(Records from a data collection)
....................
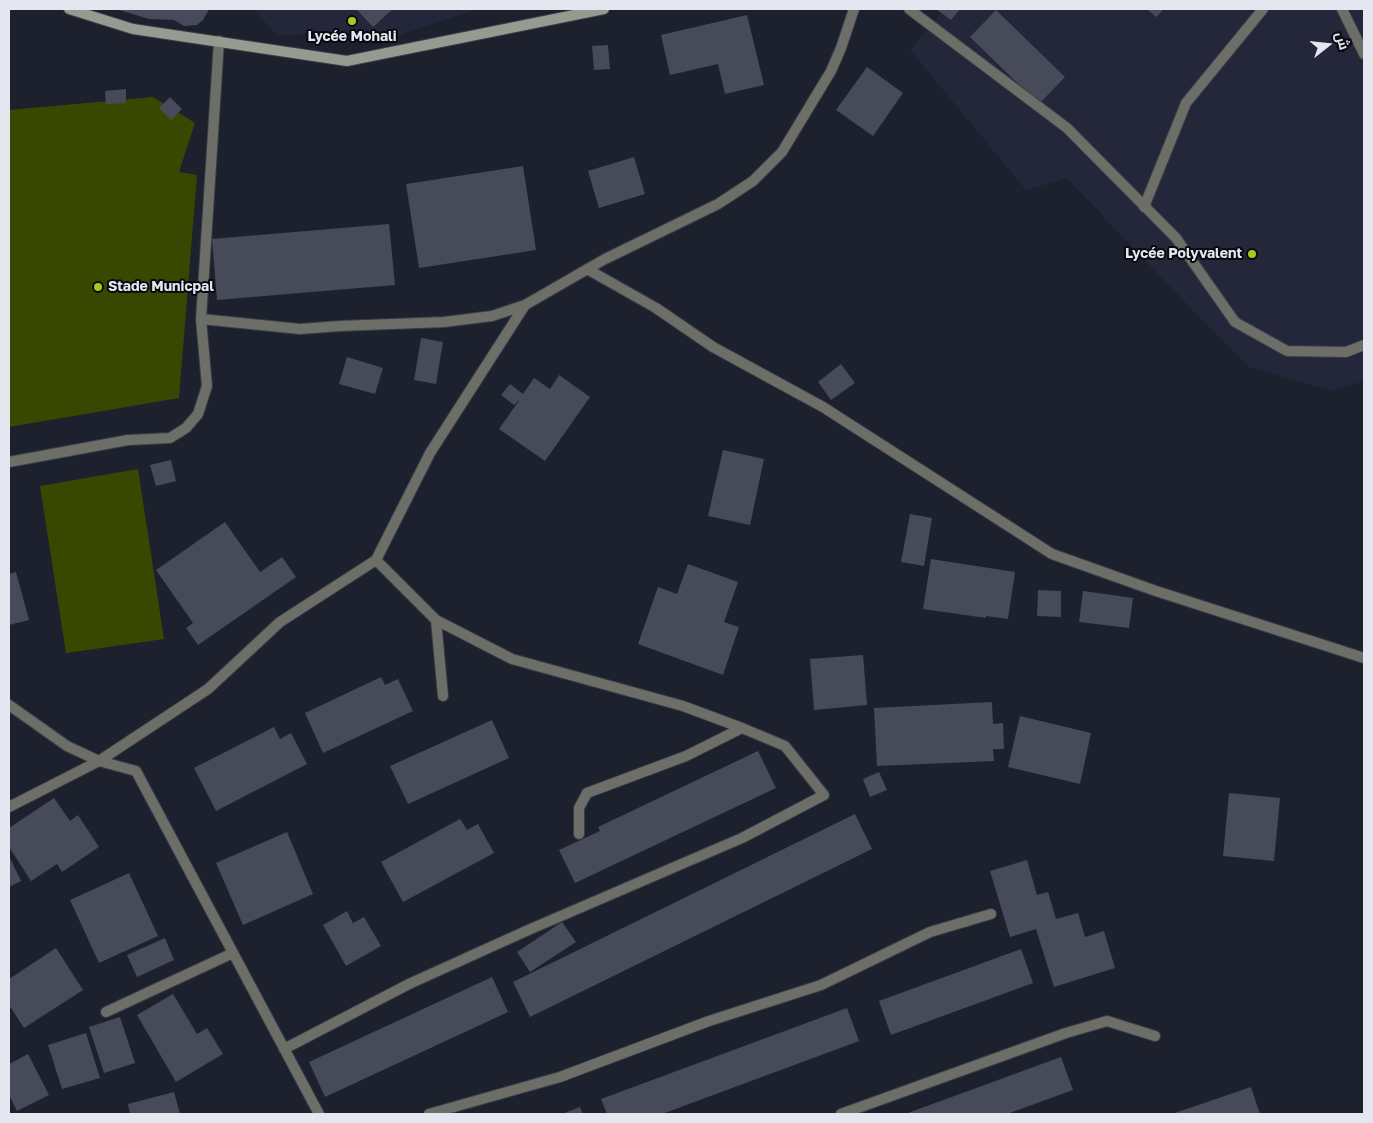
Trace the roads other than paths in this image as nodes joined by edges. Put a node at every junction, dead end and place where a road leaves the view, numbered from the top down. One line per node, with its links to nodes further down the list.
1 (69, 9): 7 (street)
2 (604, 9): 7 (street)
3 (854, 9): 10 (street)
4 (909, 9): 9 (street)
5 (1263, 9): 9 (street)
6 (1342, 9): 8 (street)
7 (218, 41): 12 (street)
8 (1364, 54)
9 (1144, 207): 13 (street)
10 (587, 269): 11 (street); 17 (street)
11 (525, 305): 12 (street); 15 (street)
12 (201, 319): 14 (street)
13 (1364, 345)
14 (9, 462)
15 (376, 560): 16 (street); 21 (street)
16 (436, 620): 18 (street); 20 (street)
17 (1364, 658)
18 (442, 696)
19 (9, 705): 21 (street)
20 (742, 728): 23 (street); 28 (street)
21 (99, 761): 22 (street); 25 (street)
22 (9, 807)
23 (579, 834)
24 (991, 914): 30 (street)
25 (233, 953): 26 (street); 28 (street)
26 (106, 1012)
27 (1155, 1036): 31 (street)
28 (284, 1049): 29 (street)
29 (319, 1114)
30 (429, 1114)
31 (841, 1114)

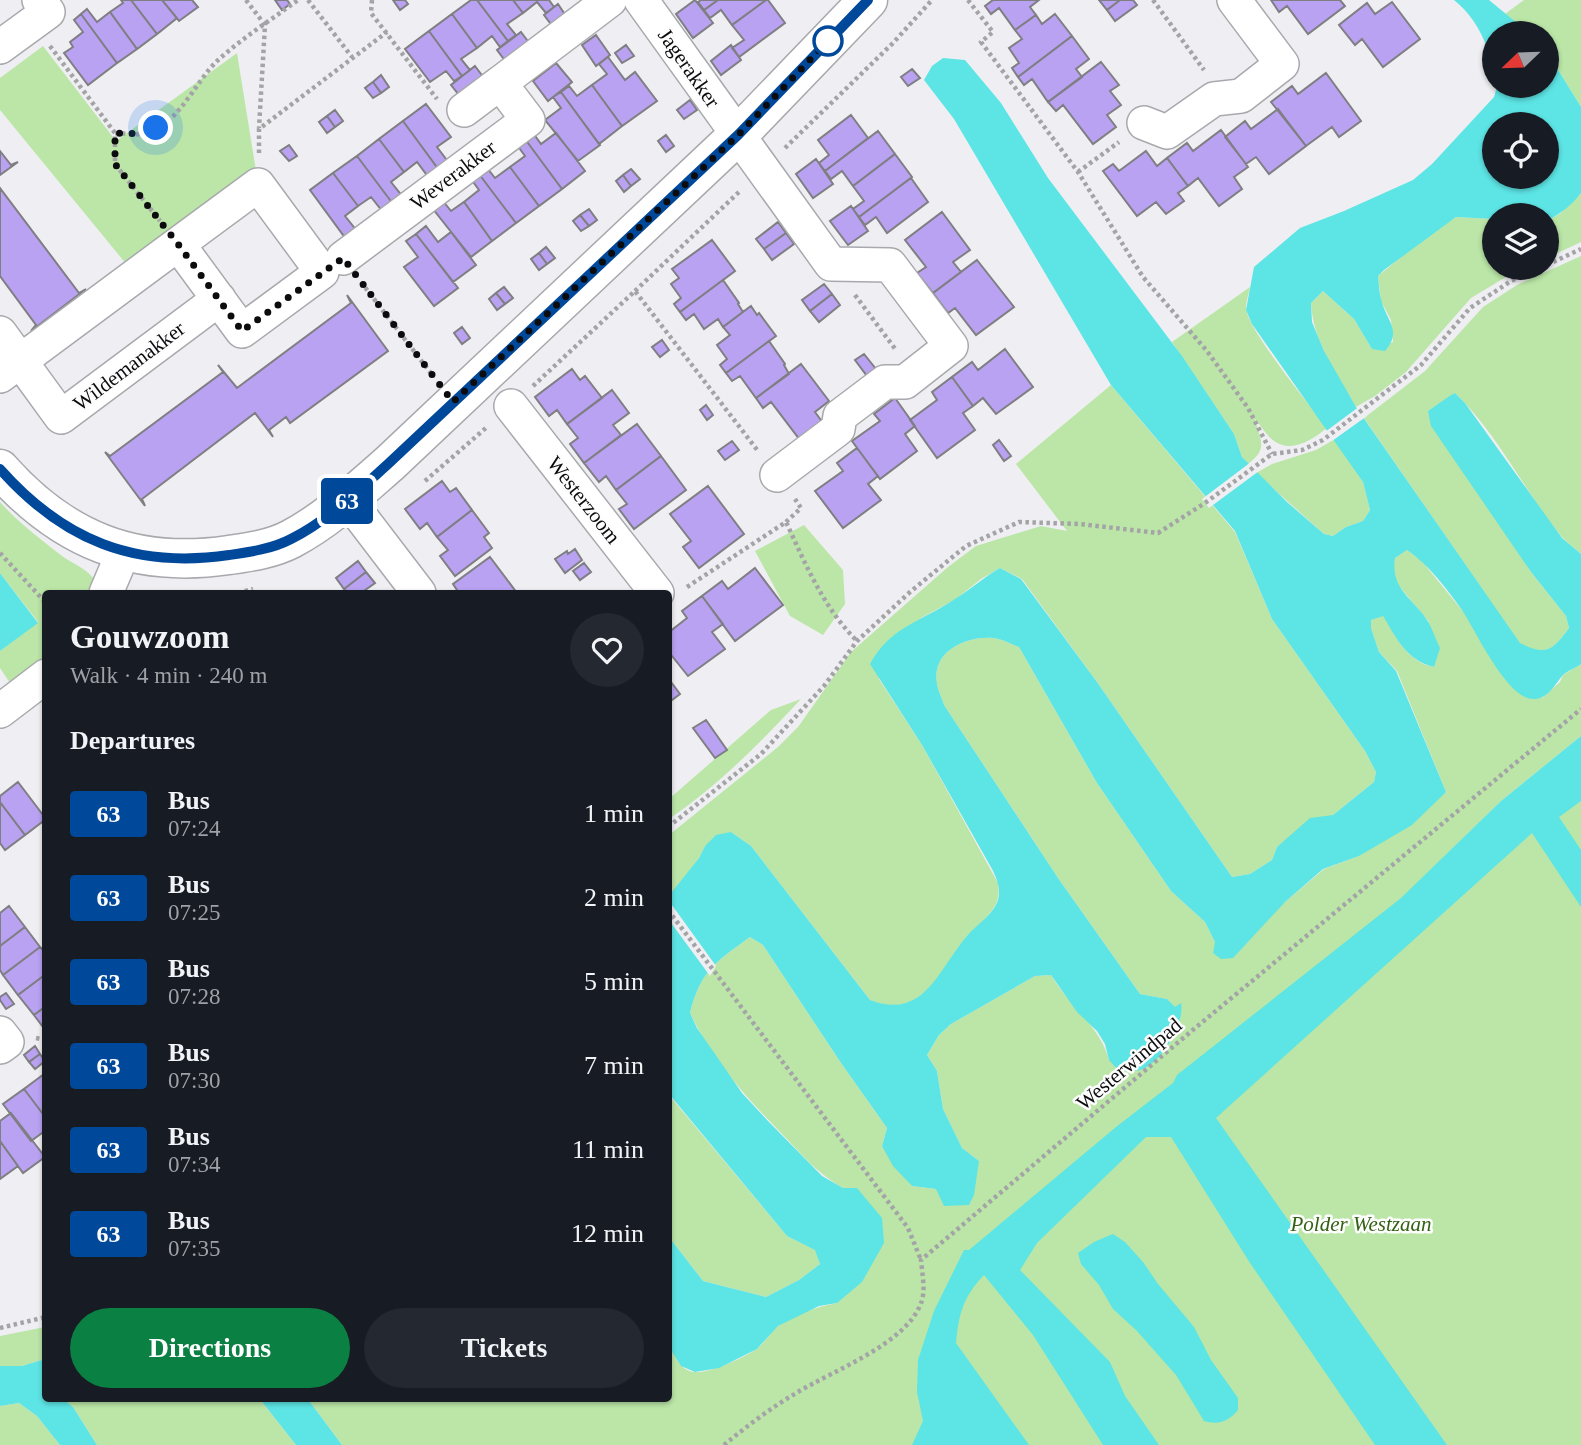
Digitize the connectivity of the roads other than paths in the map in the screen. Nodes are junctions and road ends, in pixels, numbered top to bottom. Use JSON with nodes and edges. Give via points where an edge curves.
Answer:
....................
- Problem to work on: All that is needed is the line containing "Digitize the connectivity" and each line after it to the end of the data above, set down exactly.

- Completed exercise:
Digitize the connectivity of the roads other than paths in the map in the screen. Nodes are junctions and road ends, in pixels, numbered top to bottom. Use JSON with nodes and edges. Give via points where an edge curves.
Answer:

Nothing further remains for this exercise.